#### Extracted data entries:
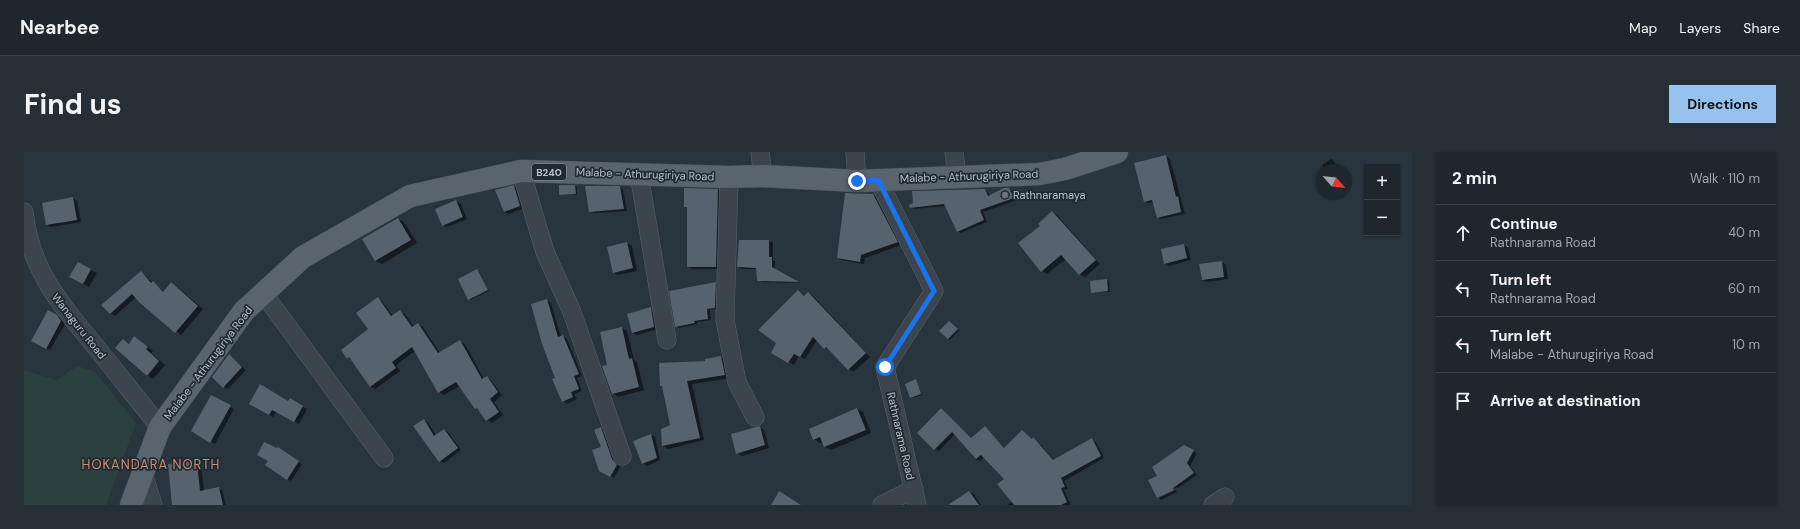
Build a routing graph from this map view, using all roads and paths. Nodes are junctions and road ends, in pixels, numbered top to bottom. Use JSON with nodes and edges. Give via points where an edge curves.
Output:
{"nodes":[{"id":1,"x":760,"y":152,"type":"edge"},
{"id":2,"x":855,"y":152,"type":"edge"},
{"id":3,"x":954,"y":152,"type":"edge"},
{"id":4,"x":1117,"y":152,"type":"edge"},
{"id":5,"x":521,"y":171,"type":"junction"},
{"id":6,"x":639,"y":174,"type":"junction"},
{"id":7,"x":763,"y":176,"type":"junction"},
{"id":8,"x":729,"y":177,"type":"junction"},
{"id":9,"x":957,"y":177,"type":"junction"},
{"id":10,"x":868,"y":180,"type":"junction"},
{"id":11,"x":24,"y":212,"type":"edge"},
{"id":12,"x":263,"y":293,"type":"junction"},
{"id":13,"x":667,"y":340,"type":"dead end"},
{"id":14,"x":755,"y":417,"type":"dead end"},
{"id":15,"x":160,"y":427,"type":"junction"},
{"id":16,"x":622,"y":456,"type":"dead end"},
{"id":17,"x":384,"y":458,"type":"dead end"},
{"id":18,"x":143,"y":473,"type":"junction"},
{"id":19,"x":916,"y":497,"type":"edge"},
{"id":20,"x":131,"y":505,"type":"edge"},
{"id":21,"x":153,"y":505,"type":"edge"},
{"id":22,"x":882,"y":505,"type":"edge"}],
"edges":[{"from":1,"to":7,"type":"street"},
{"from":2,"to":10,"type":"street"},
{"from":3,"to":9,"type":"street"},
{"from":4,"to":9,"type":"main road","name":"Malabe - Athurugiriya Road","number":"B240","via":[[1065,169],[1039,174]]},
{"from":5,"to":6,"type":"main road","name":"Malabe - Athurugiriya Road","number":"B240"},
{"from":5,"to":12,"type":"main road","name":"Malabe - Athurugiriya Road","number":"B240","via":[[410,196],[303,257]]},
{"from":5,"to":16,"type":"street","via":[[545,252],[572,312]]},
{"from":6,"to":8,"type":"main road","name":"Malabe - Athurugiriya Road","number":"B240"},
{"from":6,"to":13,"type":"street"},
{"from":7,"to":8,"type":"main road","name":"Malabe - Athurugiriya Road","number":"B240"},
{"from":7,"to":10,"type":"main road","name":"Malabe - Athurugiriya Road","number":"B240"},
{"from":8,"to":14,"type":"street","via":[[725,320],[737,382]]},
{"from":9,"to":10,"type":"main road","name":"Malabe - Athurugiriya Road","number":"B240"},
{"from":10,"to":19,"type":"street","name":"Rathnarama Road","via":[[934,291],[885,367]]},
{"from":11,"to":15,"type":"street","name":"Wanaguru Road","via":[[35,259],[53,293]]},
{"from":12,"to":15,"type":"main road","name":"Malabe - Athurugiriya Road","number":"B240","via":[[244,311]]},
{"from":12,"to":17,"type":"street"},
{"from":15,"to":18,"type":"main road","name":"Malabe - Athurugiriya Road","number":"B240"},
{"from":18,"to":20,"type":"main road","name":"Malabe - Athurugiriya Road","number":"B240"},
{"from":18,"to":21,"type":"street"},
{"from":19,"to":22,"type":"street"}]}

#### WORK TASK:
Copy out the lines of the data where the word "nodes" can be found.

#### RESULT FOR THIS EXERCISE:
Build a routing graph from this map view, using all roads and paths. Nodes are junctions and road ends, in pixels, numbered top to bottom. Use JSON with nodes and edges. Give via points where an edge curves.
{"nodes":[{"id":1,"x":760,"y":152,"type":"edge"},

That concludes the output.